Since those unprecedented acts of human carnage — people like to downplay them by pointing to the firebombing of Tokyo and Dresden, but there’s something categorically different about incinerating thousands of people in an instant, that shock wave spreading out for miles, and people getting sick and dying years later from it — it’s impossible to extricate Japanese art and culture from the influence of those mushroom clouds. Obviously, one of the most prominent examples of this only nine years later was 1954’s Godzilla, which, unfortunately, was Americanized and lost any of that context. Japanese artist Takashi Murakami argued to NPR that Hello Kitty, video games, and anime in Japan (look at the pioneering Akira, which I hope to watch soon) were all influenced by the bombings as well.

In 1974, the Japan Broadcasting Corporation started collecting paintings and drawings from people who had lived through the atomic bombings and exhibited them in Hiroshima (which is crazy in itself, only 29 years after the bombing), according to VICE. Those paintings and drawings were then featured in a recent documentary, the bomb, to “provide a new window through which to experience the horror of nuclear warfare, to make sure it’s not forgotten.” I hope you go to the link from VICE I provided and look at all of the featured artwork. All of them are powerful, but there was one in particular that made my eyes well up with tears.

Image courtesy of Hiroshima Peace Memorial Museum.

This painting/drawing is from artist Kichisuke Yoshimura, who said of it, “Their clothes ripped to shreds, their skin hanging down. On the riverbank I saw figures that seemed to be from another world. Ghost-like, their hair falling over their faces, their clothes ripped to shreds, their skin hanging. A cluster of these injured persons was moving wordlessly toward the outskirts.”

It’s interesting, when I looked through these pieces, including Yoshimura’s, it evoked a sense of zombies, the walking undead. The idea of the walking undead terrorizing the living has been around since the Ancient Greeks and popularized perhaps the most by George A. Romero’s 1968 zombie flick, Night of the Living Dead, but it takes on a whole new quality here. These people are still alive. They’ve somehow, miraculously survived a nuclear bombing, but also, they’ve been left alive only to endure the hell of their flesh literally drooping from their bodies, and in a zombie-like state, dazed and confused, wandering this new hell, as Yoshimura depicts. And he depicts it in such a way that you viscerally feel the heat, the radiation, and the sense of hopelessness those people near the blast site must’ve felt. Also, once their flesh is burned off, they are faceless and nameless, sort of like a zombie horde, which feels crude to compare to, but that’s what it made me think about.

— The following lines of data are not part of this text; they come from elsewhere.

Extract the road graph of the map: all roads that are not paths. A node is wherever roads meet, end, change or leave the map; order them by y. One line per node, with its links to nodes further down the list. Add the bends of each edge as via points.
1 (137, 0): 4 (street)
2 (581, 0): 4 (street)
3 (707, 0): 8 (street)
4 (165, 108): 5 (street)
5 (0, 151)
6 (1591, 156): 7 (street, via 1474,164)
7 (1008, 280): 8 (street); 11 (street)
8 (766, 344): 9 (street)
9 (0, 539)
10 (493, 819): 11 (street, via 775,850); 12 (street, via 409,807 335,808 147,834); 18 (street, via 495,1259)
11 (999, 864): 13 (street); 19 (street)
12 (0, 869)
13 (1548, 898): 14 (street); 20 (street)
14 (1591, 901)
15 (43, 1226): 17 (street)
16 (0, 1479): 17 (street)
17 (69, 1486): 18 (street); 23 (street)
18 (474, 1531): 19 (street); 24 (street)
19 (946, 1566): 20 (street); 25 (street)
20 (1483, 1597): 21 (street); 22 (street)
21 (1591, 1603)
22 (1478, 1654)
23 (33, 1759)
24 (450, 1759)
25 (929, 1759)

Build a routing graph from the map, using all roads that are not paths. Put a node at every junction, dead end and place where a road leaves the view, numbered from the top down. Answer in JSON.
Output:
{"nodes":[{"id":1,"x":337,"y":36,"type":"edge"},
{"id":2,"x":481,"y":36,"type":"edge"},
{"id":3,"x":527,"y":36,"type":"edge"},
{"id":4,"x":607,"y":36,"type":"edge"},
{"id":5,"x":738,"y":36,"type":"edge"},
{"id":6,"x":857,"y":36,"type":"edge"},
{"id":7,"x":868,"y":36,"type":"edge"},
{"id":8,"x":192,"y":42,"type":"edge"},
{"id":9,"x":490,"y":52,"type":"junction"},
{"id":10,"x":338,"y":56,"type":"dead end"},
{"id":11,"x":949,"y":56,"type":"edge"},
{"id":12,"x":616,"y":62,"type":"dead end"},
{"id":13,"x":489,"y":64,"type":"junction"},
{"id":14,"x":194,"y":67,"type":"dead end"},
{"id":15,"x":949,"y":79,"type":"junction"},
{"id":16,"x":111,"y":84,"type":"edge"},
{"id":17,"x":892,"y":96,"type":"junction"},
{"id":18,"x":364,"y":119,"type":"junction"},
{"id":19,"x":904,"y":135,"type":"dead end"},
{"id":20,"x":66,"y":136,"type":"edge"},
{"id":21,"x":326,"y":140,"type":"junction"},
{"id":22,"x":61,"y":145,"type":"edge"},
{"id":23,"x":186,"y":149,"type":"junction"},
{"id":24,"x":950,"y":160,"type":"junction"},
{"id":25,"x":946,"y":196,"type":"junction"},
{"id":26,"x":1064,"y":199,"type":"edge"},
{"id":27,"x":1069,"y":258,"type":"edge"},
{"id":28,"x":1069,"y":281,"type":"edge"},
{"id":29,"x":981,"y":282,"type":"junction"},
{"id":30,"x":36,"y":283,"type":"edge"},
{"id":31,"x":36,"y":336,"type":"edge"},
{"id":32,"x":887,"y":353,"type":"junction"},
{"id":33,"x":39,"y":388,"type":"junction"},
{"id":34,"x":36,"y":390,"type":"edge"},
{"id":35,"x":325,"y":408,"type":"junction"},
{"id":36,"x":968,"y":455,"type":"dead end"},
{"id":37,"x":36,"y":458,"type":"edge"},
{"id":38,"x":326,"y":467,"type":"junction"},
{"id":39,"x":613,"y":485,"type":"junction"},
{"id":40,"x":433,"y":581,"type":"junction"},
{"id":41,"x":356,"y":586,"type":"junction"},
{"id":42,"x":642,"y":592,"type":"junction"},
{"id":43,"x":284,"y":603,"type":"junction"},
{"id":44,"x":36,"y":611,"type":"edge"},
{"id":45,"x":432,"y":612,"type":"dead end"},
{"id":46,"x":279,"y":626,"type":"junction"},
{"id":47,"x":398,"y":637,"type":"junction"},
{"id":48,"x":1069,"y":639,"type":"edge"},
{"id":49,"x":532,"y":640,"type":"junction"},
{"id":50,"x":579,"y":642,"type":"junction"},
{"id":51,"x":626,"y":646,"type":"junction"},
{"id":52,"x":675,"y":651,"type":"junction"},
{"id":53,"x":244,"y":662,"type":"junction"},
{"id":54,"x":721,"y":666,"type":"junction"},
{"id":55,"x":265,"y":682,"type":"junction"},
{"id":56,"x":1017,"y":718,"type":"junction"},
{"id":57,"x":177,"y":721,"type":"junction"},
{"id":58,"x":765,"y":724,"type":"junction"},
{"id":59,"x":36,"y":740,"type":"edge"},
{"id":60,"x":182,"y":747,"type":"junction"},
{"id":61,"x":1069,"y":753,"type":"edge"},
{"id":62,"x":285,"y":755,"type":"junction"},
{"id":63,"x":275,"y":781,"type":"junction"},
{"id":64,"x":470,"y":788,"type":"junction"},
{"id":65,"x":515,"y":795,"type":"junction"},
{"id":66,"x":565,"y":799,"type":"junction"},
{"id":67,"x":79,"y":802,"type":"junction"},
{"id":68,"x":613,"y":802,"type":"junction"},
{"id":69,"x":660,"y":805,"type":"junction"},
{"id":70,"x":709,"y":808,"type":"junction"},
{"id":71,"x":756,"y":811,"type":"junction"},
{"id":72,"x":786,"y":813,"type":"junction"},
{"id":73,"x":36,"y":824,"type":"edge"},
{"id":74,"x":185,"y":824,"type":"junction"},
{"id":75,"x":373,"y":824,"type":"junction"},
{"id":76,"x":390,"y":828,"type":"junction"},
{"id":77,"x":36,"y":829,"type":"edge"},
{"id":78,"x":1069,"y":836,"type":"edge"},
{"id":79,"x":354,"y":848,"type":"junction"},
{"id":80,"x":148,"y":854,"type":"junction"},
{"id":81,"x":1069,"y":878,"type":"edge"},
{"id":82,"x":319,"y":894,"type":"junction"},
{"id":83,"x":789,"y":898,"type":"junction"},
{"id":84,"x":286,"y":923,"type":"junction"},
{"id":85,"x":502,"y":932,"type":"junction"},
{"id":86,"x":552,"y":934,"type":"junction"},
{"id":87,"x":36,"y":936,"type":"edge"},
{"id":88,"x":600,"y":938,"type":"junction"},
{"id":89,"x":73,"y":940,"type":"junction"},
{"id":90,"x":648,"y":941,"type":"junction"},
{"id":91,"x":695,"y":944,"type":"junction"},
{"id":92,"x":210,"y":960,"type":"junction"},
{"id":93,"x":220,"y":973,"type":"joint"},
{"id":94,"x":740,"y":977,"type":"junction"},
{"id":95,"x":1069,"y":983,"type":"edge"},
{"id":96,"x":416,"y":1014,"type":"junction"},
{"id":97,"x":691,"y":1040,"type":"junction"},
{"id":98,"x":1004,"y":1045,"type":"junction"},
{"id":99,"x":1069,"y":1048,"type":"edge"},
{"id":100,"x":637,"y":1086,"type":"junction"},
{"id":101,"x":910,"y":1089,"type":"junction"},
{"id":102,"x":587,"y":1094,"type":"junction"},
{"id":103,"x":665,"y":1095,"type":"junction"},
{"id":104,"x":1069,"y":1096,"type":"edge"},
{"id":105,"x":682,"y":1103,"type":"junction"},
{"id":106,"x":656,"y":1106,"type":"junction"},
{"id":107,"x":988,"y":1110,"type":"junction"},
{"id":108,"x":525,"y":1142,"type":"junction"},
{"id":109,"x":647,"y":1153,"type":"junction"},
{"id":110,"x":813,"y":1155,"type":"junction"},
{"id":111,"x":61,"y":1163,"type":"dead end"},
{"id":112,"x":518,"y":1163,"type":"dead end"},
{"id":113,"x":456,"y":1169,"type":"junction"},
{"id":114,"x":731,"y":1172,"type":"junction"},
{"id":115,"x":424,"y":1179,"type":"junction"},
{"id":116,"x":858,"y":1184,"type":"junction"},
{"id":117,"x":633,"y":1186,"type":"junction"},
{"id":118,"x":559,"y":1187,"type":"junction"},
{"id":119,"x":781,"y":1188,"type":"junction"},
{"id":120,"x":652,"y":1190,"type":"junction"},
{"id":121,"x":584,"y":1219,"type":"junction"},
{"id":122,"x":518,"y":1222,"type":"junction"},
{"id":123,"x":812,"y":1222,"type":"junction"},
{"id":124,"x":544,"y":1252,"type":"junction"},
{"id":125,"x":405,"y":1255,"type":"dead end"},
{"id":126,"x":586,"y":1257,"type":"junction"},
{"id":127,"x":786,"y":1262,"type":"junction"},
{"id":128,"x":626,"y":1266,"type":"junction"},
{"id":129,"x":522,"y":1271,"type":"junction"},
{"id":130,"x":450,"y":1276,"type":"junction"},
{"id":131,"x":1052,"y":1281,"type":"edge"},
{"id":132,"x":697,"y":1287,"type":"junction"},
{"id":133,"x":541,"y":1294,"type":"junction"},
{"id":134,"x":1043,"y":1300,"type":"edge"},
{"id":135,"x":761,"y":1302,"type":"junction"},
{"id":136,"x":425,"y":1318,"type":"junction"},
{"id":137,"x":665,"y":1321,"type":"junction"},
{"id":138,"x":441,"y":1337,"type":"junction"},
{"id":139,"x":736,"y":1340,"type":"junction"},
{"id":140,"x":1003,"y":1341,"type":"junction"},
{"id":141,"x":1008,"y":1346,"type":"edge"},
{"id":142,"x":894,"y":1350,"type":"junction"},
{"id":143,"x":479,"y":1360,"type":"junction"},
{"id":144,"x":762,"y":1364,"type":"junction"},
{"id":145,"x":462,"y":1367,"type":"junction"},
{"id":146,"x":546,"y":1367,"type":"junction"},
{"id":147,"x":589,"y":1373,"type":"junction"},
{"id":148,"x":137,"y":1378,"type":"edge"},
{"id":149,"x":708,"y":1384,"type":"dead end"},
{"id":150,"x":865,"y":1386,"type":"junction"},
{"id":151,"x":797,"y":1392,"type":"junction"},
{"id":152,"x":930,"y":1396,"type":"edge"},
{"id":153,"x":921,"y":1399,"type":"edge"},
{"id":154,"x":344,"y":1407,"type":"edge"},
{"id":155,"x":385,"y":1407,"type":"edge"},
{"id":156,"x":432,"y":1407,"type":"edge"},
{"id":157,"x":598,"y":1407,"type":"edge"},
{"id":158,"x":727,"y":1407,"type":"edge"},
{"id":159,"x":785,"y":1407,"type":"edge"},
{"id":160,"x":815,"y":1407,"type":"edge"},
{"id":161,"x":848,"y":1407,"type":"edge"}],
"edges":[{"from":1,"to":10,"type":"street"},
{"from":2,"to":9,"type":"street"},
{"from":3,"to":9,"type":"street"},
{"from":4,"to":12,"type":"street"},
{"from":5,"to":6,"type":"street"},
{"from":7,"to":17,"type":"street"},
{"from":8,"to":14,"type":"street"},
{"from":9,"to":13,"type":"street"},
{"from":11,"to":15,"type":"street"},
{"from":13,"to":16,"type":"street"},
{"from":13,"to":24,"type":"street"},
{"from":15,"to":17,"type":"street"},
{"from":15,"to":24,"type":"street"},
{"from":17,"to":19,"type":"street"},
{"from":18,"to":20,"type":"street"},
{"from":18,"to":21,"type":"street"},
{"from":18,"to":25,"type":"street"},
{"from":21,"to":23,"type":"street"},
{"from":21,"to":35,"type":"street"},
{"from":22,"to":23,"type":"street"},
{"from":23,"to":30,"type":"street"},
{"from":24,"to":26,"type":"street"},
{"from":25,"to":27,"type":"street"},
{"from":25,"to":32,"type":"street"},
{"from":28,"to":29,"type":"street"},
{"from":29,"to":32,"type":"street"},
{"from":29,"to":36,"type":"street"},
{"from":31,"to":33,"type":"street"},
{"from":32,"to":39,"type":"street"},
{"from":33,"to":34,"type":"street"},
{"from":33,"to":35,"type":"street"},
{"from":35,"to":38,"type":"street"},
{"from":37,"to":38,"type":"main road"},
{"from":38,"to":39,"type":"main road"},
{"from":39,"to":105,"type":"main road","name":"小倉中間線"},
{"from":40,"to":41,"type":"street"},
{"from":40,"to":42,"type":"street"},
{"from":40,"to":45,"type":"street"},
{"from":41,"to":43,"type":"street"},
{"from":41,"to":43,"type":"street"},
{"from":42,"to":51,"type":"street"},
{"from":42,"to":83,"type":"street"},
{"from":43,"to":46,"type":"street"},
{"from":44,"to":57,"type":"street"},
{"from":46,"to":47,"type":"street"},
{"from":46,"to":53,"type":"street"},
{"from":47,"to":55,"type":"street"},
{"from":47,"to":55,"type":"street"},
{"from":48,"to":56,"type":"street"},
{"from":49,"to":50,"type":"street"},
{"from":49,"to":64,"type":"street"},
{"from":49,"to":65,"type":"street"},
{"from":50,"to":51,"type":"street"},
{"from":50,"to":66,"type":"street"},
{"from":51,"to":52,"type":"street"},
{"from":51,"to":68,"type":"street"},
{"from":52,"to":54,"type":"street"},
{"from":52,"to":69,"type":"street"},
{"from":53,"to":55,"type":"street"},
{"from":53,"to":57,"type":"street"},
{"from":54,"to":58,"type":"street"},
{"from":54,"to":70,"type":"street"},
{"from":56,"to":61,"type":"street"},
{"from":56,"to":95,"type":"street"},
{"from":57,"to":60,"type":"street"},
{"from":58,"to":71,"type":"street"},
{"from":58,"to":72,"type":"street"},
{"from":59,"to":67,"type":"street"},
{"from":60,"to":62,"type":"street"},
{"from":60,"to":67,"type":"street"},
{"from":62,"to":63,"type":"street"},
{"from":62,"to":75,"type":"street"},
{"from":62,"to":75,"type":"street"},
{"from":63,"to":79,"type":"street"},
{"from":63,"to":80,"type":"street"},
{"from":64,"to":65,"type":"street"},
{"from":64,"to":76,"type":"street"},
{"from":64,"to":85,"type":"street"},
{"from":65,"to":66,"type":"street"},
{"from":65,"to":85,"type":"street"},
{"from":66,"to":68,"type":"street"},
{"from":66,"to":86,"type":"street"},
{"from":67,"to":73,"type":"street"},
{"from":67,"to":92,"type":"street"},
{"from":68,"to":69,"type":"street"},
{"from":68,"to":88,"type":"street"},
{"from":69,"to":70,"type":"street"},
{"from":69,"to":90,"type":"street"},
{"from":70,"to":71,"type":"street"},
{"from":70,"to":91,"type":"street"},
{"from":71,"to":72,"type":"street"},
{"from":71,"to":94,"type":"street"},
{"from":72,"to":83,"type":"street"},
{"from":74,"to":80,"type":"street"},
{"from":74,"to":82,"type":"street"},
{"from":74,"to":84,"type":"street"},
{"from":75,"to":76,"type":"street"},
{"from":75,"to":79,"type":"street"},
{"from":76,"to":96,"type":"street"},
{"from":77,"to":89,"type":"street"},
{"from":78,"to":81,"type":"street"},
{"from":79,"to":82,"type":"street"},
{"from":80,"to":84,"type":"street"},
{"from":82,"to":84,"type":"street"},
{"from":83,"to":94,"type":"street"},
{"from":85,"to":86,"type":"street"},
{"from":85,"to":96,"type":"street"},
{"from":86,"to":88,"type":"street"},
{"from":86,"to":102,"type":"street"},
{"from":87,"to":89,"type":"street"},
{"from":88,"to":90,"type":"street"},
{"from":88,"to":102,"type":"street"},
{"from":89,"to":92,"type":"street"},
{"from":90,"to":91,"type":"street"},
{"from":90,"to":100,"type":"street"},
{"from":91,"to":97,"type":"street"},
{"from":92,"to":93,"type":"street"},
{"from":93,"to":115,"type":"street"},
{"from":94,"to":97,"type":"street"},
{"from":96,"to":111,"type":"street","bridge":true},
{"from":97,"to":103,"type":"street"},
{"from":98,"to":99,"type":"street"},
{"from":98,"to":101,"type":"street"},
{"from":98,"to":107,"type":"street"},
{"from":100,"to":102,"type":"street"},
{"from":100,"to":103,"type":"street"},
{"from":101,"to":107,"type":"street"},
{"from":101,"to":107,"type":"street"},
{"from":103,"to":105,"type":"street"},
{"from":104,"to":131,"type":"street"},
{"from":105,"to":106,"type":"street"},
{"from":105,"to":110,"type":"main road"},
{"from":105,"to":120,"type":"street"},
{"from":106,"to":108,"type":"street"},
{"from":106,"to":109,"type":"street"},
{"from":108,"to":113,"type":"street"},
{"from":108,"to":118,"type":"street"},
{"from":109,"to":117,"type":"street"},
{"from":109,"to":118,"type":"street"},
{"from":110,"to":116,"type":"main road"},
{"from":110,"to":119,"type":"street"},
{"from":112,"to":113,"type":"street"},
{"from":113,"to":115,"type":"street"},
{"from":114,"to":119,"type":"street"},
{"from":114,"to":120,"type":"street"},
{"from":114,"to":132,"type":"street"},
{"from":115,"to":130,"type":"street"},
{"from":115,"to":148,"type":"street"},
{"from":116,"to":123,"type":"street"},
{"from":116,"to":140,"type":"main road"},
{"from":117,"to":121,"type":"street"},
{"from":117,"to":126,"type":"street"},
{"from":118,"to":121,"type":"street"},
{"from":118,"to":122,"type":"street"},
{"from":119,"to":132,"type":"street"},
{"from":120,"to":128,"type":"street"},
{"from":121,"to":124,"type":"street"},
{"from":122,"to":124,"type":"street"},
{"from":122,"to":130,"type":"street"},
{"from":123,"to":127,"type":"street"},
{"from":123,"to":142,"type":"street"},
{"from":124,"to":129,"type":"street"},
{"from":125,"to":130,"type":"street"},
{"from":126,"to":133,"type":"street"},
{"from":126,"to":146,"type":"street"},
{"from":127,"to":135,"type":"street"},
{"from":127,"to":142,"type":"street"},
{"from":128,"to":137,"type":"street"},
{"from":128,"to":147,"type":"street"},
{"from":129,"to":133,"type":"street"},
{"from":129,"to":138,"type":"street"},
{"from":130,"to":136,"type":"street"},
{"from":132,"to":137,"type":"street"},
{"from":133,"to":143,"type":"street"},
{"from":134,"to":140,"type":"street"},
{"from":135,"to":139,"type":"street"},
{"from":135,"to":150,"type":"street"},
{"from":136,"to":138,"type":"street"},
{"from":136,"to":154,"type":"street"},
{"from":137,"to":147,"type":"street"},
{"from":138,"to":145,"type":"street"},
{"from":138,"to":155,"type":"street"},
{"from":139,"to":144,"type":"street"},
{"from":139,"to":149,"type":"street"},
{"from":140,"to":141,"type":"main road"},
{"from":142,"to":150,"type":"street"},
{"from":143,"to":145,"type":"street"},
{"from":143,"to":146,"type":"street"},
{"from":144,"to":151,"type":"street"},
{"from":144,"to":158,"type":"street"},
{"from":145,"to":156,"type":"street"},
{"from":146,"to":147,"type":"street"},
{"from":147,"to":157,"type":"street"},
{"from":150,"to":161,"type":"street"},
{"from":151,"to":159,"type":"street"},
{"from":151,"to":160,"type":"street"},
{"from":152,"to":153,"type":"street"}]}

Yoshimura was 18-years-old at the time when he witnessed this hell on earth and a mere 2.6 miles from the hypocenter of the blast, according to the Hiroshima Peace Memorial Museum. What he’s depicting occurred near the riverbank near the Hiroshima Machinery Division, Hiroshima Railway Bureau. Imagine either of those facts, both being that young and being that close to something like an atomic bomb going off. It’s hard to even fathom.

In another one he did, Yoshimura said they were “injured like creatures from another world,” which is a beautifully haunting and succinct way of describing what he’s portraying. This one even more devastating perhaps:

Image courtesy of Hiroshima Peace Memorial Museum.

With this second piece, the desperation feels even more pronounced and potent. Whereas the first evoked a sense of dazed and confused, this one evokes that desperation inherent in our human DNA to survive, but also, survive what? This? It’s madness, utter madness.

These paintings and drawings will sit within my brain for a long time to come. I’ve written previously about the bombings, as I tend to do with each anniversary, but I never knew about this artwork before. I’m glad I do now, no matter how awful it is to take them in because we can never forget how destructive these bombs are and ensuring they never get used again.

What do you make of these paintings and drawings?